Proposals by an activist investor to spin off the investment banking arm of Credit Suisse Group AG are not viable, but its private banking and wealth management units could survive as stand-alone entities, according to equity analysts.

RBR Capital Advisors, a minority shareholder backed by the lender's former investment bank co-head Gaël de Boissard, says the aggregate valuation of separate units would double Credit Suisse's current CHF40 billion if the investment banking unit were reduced in size and listed on the stock exchange, with part of it held by staff through a partnership structure, the Financial Times reported Oct. 17. The rest of the bank would be divided into an asset manager and a wealth management group including its current retail operations.

The Swiss hedge fund, which recently acquired a stake of around 0.2% in the group, investing some CHF 100 million in 5 million Credit Suisse shares, will present the break-up plan Oct. 20 at the JP Morgan Robin Hood investor conference in New York, Finanz und Wirtschaft reported Oct. 16.
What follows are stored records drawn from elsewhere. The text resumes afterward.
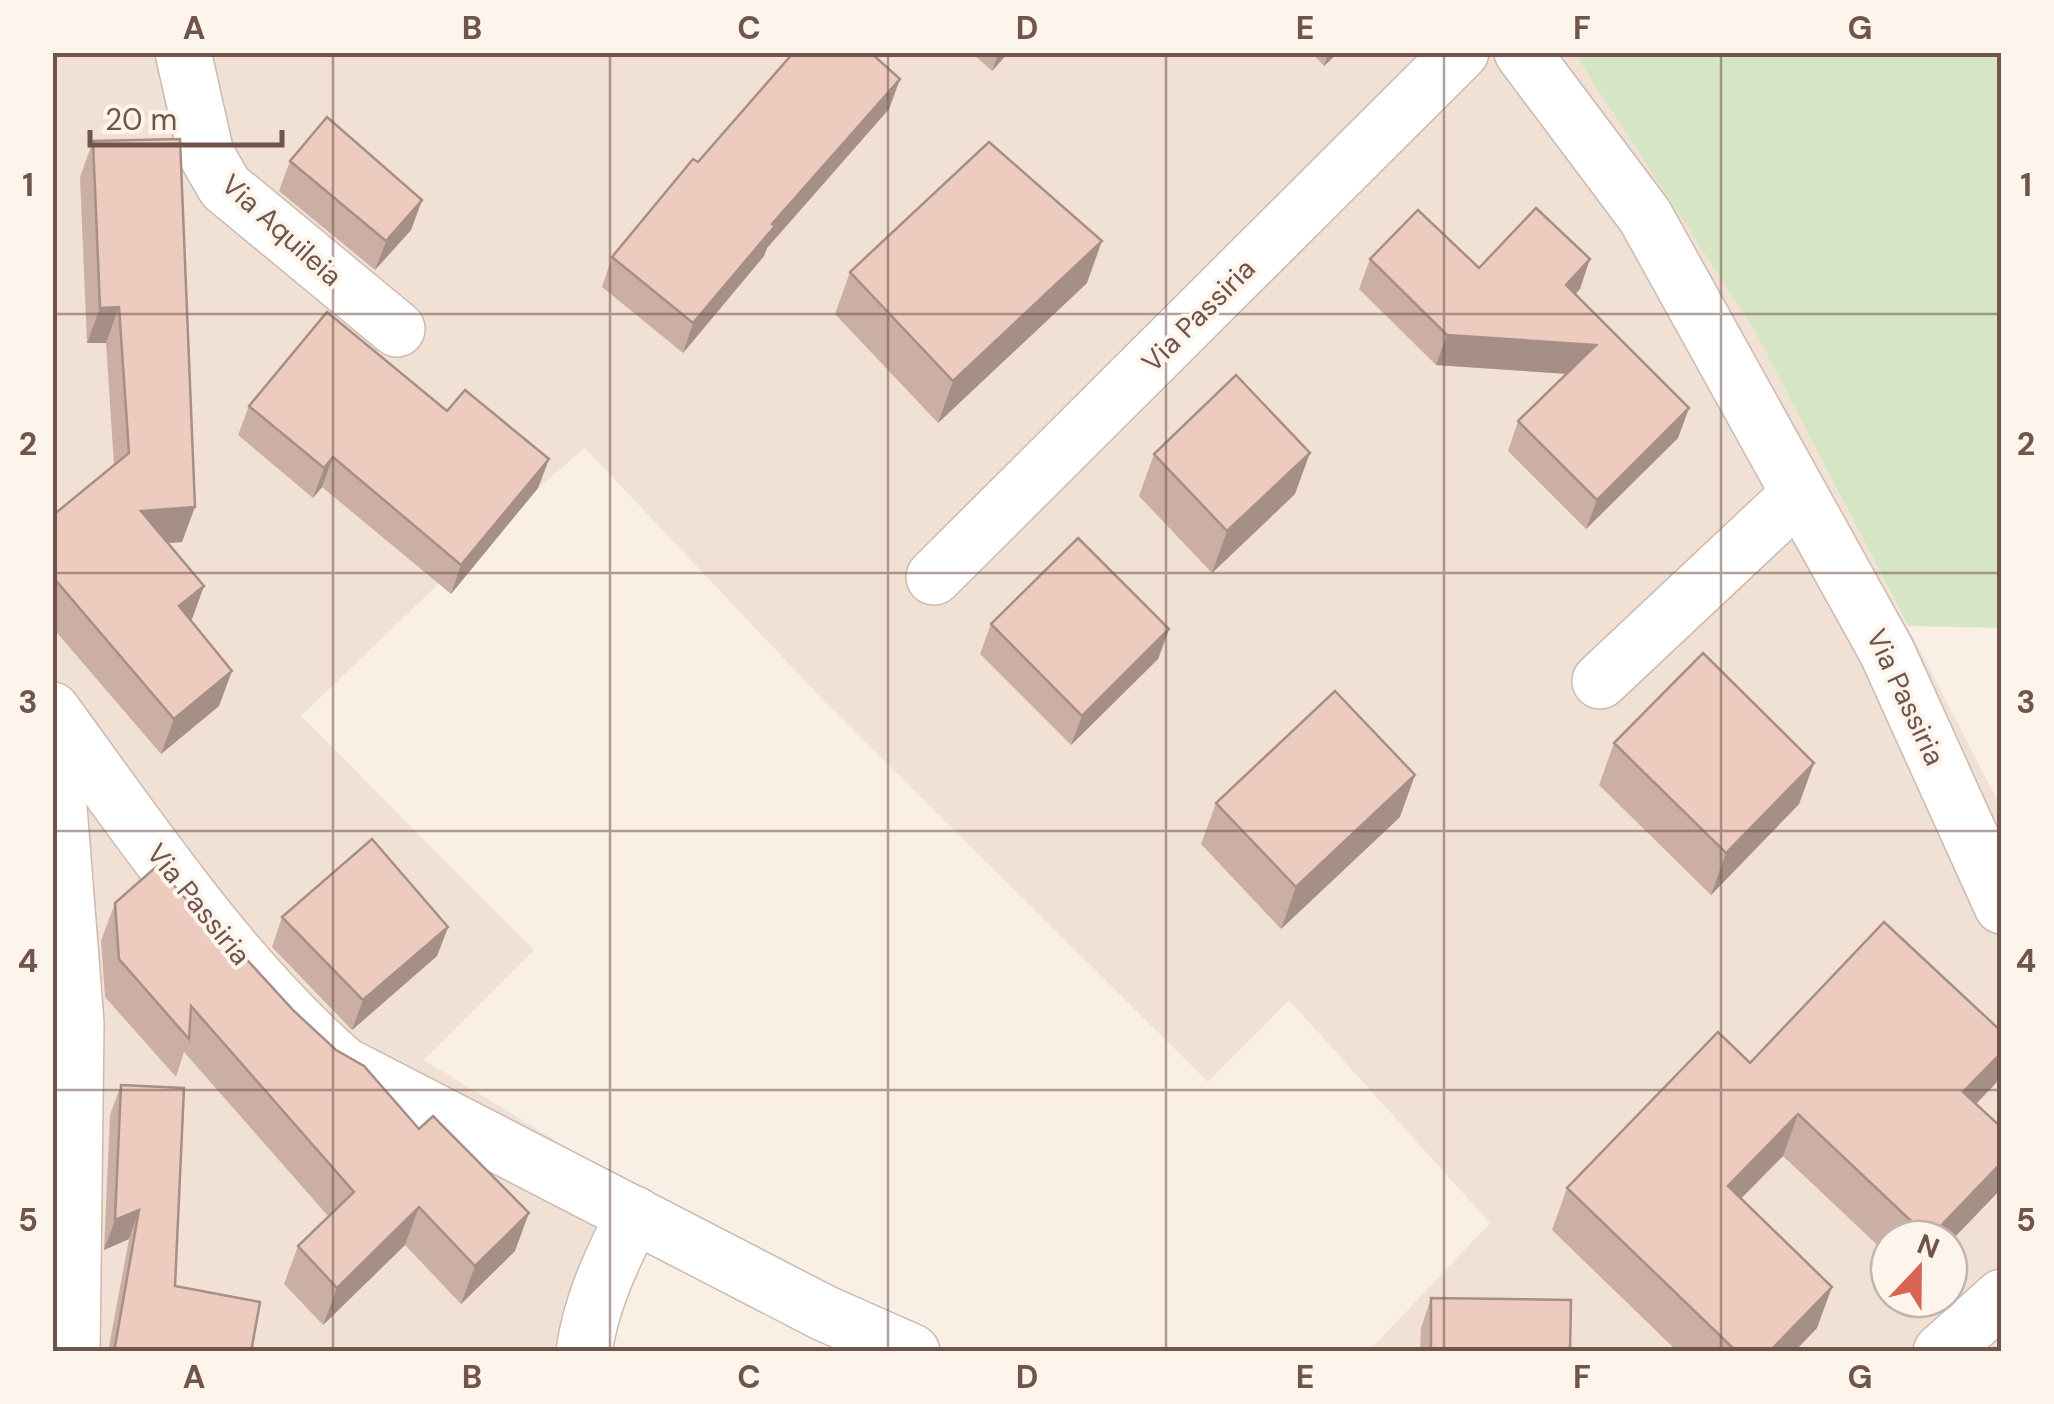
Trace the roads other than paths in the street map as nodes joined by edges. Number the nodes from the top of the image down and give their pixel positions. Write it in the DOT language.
graph roads {
  1 [pos="182,52"];
  2 [pos="1462,52"];
  3 [pos="1522,52"];
  4 [pos="397,330"];
  5 [pos="1799,494"];
  6 [pos="934,576"];
  7 [pos="1600,681"];
  8 [pos="52,710"];
  9 [pos="52,718"];
  10 [pos="2002,906"];
  11 [pos="634,1214"];
  12 [pos="2002,1296"];
  13 [pos="72,1352"];
  14 [pos="584,1352"];
  15 [pos="912,1352"];
  16 [pos="1941,1352"];
  1 -- 4 [label="street, Via Aquileia"];
  2 -- 6 [label="street, Via Passiria"];
  3 -- 5 [label="street, Via Passiria"];
  5 -- 7 [label="street"];
  5 -- 10 [label="street, Via Passiria"];
  8 -- 11 [label="street, Via Passiria"];
  9 -- 13 [label="street"];
  11 -- 14 [label="street"];
  11 -- 15 [label="street, Via Passiria"];
  12 -- 16 [label="street"];
}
But, while activist shareholder pushes for split-ups are not unprecedented in the banking world, the chances of Credit Suisse's investment bank surviving as a stand-alone entity are slim, analysts said. Setting up a "pure-play investment bank" would also go against the current trend in the sector, as major players such as JPMorgan Chase & Co. and Morgan Stanley have instead moved toward diversification, said Andreas Venditti, equity analyst at Swiss bank Bank Vontobel.

'Split-up fantasy'

"This split-up fantasy [pops] up every couple of years. The idea is always the same; people think that the investment bank is diluting other parts of the business and therefore the valuation of the bank, and that's why they believe if you split it up everything should have higher value," he said in an interview.

In 2015, activist investor Knight Vinke (Switzerland) AG urged UBS Group AG to spin off its investment banking unit, which did not happen but led to a "very drastic reduction of the investment bank," Venditti added.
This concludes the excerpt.